Les elfes sylvains reprirent la route, vigilant au moindre signe, de peur de se faire surprendre de nouveau par une Sentinelle, ce qui serait capable de compromettre leur mission. Le soleil céda à la pluie pendant le restant de la journée. Le lendemain, ils étaient sur les sentiers de la Forêt Morte. Lorsqu'ils y pénétrèrent, Warda remarqua le changement radical du paysage. Les seuls arbres qu'ils croisaient étaient noirs et vides de vie depuis bien longtemps, comme consumé par un incendie datant de plusieurs décennies. Rien n'y poussait, rien n'y vivait. Toute vie avait quitté les lieux depuis bien longtemps. 
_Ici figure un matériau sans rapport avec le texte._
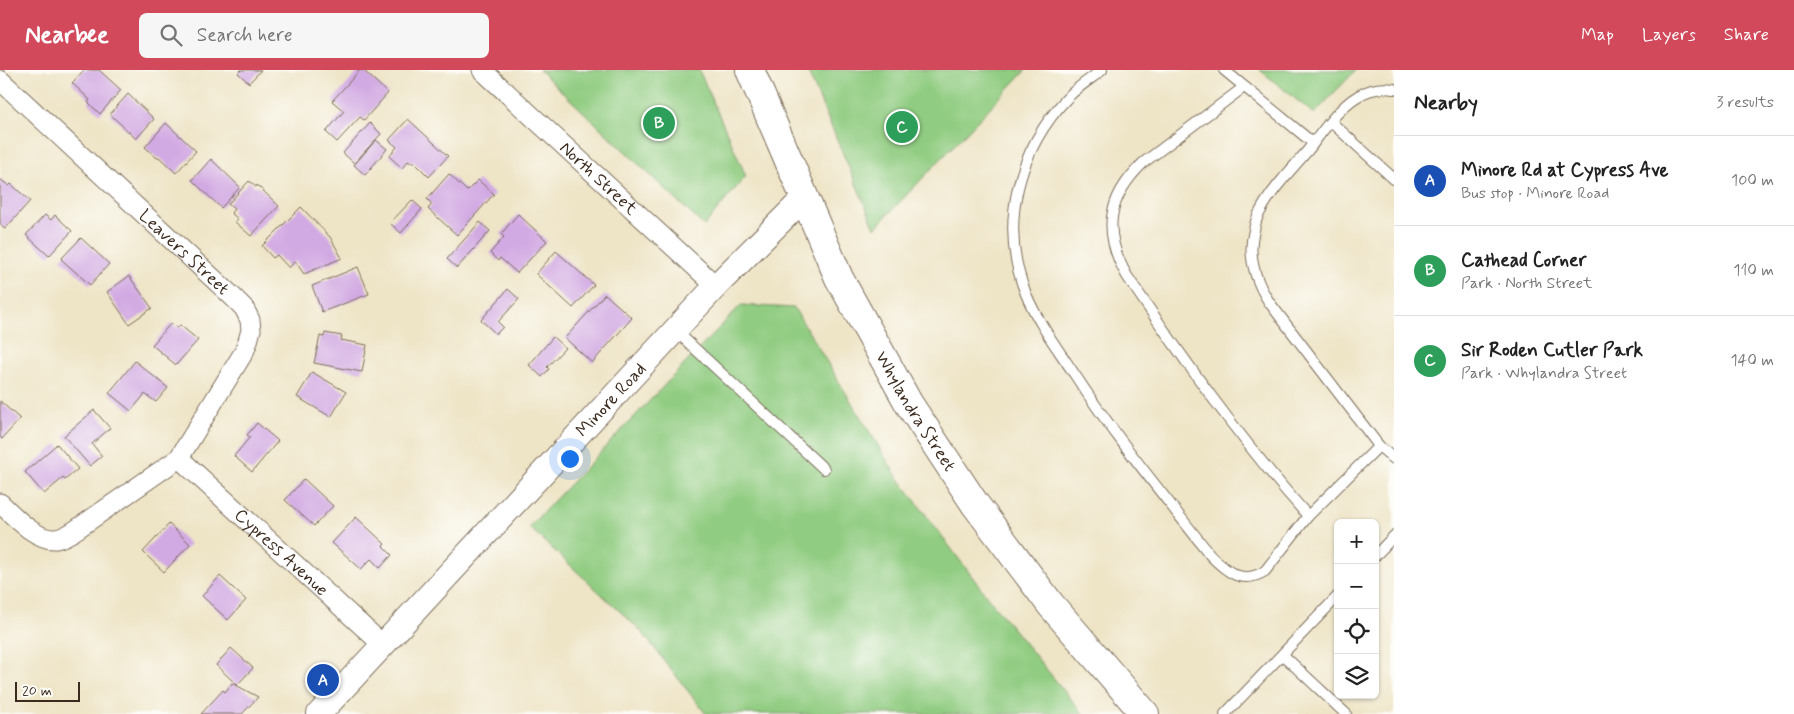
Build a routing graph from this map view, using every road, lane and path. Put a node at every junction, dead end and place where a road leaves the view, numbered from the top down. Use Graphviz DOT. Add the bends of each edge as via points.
graph roads {
  1 [pos="482,70"];
  2 [pos="750,70"];
  3 [pos="1102,70"];
  4 [pos="1224,70"];
  5 [pos="0,80"];
  6 [pos="1244,87"];
  7 [pos="1394,89"];
  8 [pos="1331,122"];
  9 [pos="1314,143"];
  10 [pos="1394,179"];
  11 [pos="804,198"];
  12 [pos="716,286"];
  13 [pos="675,330"];
  14 [pos="1379,446"];
  15 [pos="179,458"];
  16 [pos="1394,459"];
  17 [pos="824,469"];
  18 [pos="0,503"];
  19 [pos="1308,516"];
  20 [pos="1394,536"];
  21 [pos="1379,552"];
  22 [pos="1334,600"];
  23 [pos="383,645"];
  24 [pos="1283,655"];
  25 [pos="319,714"];
  26 [pos="1145,714"];
  27 [pos="1225,714"];
  28 [pos="1346,714"];
  1 -- 12 [label="street, North Street"];
  2 -- 11 [label="highway, Whylandra Street"];
  3 -- 19 [label="lane" via="1071,94 1052,116 1024,164 1017,190 1014,249 1027,295 1103,418 1220,565 1238,576 1255,577 1265,571"];
  4 -- 6 [label="lane"];
  5 -- 15 [label="street, Leavers Street" via="233,297 250,320 251,330 244,352"];
  6 -- 9 [label="lane"];
  6 -- 19 [label="lane" via="1130,176 1120,190 1110,226 1118,261 1184,361 1274,478"];
  7 -- 8 [label="lane" via="1386,87 1357,96"];
  8 -- 9 [label="lane"];
  8 -- 10 [label="lane"];
  9 -- 14 [label="lane" via="1273,191 1260,212 1253,231 1253,271 1269,302"];
  11 -- 12 [label="street, Minore Road"];
  11 -- 26 [label="highway, Whylandra Street" via="839,278 900,387 975,504 1051,606"];
  12 -- 13 [label="street, Minore Road"];
  13 -- 17 [label="lane"];
  13 -- 23 [label="street, Minore Road"];
  14 -- 16 [label="lane"];
  14 -- 19 [label="lane"];
  15 -- 18 [label="street" via="67,536 55,539 32,531"];
  15 -- 23 [label="street, Cypress Avenue"];
  20 -- 21 [label="lane"];
  22 -- 24 [label="lane"];
  23 -- 25 [label="street, Minore Road"];
  24 -- 27 [label="lane"];
  24 -- 28 [label="lane"];
}
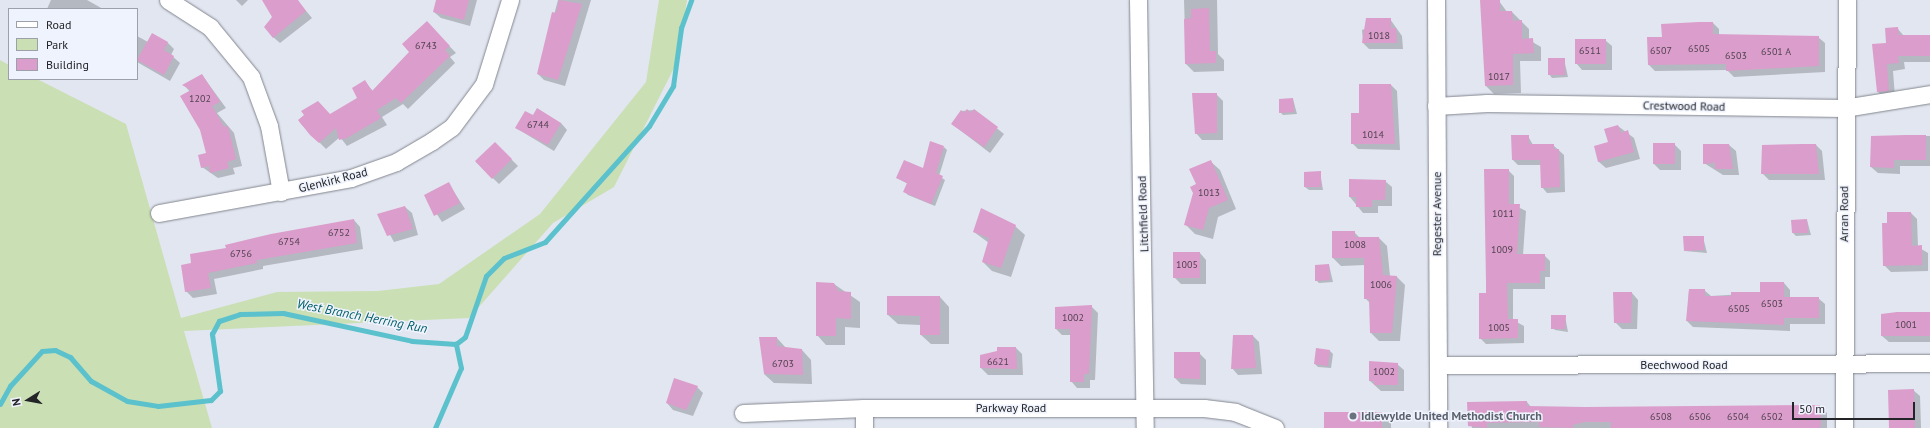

_ Autrefois, l'Enfër a attaqué notre continent. Ils sont montés par le Royaume des Os et tué toutes formes de vie sur leur chemin. Cette terre était jadis une très belle forêt, mais les Inferniens l'ont brûlé et corrompu. Nous avons livré bataille à l'orée du Bois Brillant et remporté la victoire. On peut dire en quelque sorte que cet endroit est une extension du Royaume des Os.

_ Pourquoi le Royaume des Os s'appelle ainsi ? demanda Warda.

_ Parce que là-bas tout est mort. Comme cette forêt. Et bientôt, toi aussi tu feras partie de ce peuple.


Ils ne dormirent pas cette nuit-là. Les elfes sylvestres voulaient en finir au plus vite, rester davantage à portée des Sentinelles était dangereux.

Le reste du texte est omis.